All entries should be copied exactly, none left out.
○ ○ ○
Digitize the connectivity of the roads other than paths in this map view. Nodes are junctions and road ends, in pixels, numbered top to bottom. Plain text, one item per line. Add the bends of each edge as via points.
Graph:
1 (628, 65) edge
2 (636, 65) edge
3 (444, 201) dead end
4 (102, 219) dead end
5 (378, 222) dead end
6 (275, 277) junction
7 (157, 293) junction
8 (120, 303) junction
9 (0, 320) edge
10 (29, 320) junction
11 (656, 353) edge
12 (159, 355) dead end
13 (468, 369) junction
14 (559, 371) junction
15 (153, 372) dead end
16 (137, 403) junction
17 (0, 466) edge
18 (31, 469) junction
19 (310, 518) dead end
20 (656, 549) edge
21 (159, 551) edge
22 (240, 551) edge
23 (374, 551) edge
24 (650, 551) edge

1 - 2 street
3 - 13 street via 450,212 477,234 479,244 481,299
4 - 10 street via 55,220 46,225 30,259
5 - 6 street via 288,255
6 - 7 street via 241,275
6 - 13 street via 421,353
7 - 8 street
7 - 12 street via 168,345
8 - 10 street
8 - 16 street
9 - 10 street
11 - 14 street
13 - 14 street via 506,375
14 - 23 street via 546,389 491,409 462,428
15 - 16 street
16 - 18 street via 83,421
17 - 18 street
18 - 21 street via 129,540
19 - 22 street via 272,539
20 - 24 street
○ ○ ○
• ANSWER TO THIS PROBLEM
Digitize the connectivity of the roads other than paths in this map view. Nodes are junctions and road ends, in pixels, numbered top to bottom. Plain text, one item per line. Add the bends of each edge as via points.
Graph:
1 (628, 65) edge
2 (636, 65) edge
3 (444, 201) dead end
4 (102, 219) dead end
5 (378, 222) dead end
6 (275, 277) junction
7 (157, 293) junction
8 (120, 303) junction
9 (0, 320) edge
10 (29, 320) junction
11 (656, 353) edge
12 (159, 355) dead end
13 (468, 369) junction
14 (559, 371) junction
15 (153, 372) dead end
16 (137, 403) junction
17 (0, 466) edge
18 (31, 469) junction
19 (310, 518) dead end
20 (656, 549) edge
21 (159, 551) edge
22 (240, 551) edge
23 (374, 551) edge
24 (650, 551) edge

1 - 2 street
3 - 13 street via 450,212 477,234 479,244 481,299
4 - 10 street via 55,220 46,225 30,259
5 - 6 street via 288,255
6 - 7 street via 241,275
6 - 13 street via 421,353
7 - 8 street
7 - 12 street via 168,345
8 - 10 street
8 - 16 street
9 - 10 street
11 - 14 street
13 - 14 street via 506,375
14 - 23 street via 546,389 491,409 462,428
15 - 16 street
16 - 18 street via 83,421
17 - 18 street
18 - 21 street via 129,540
19 - 22 street via 272,539
20 - 24 street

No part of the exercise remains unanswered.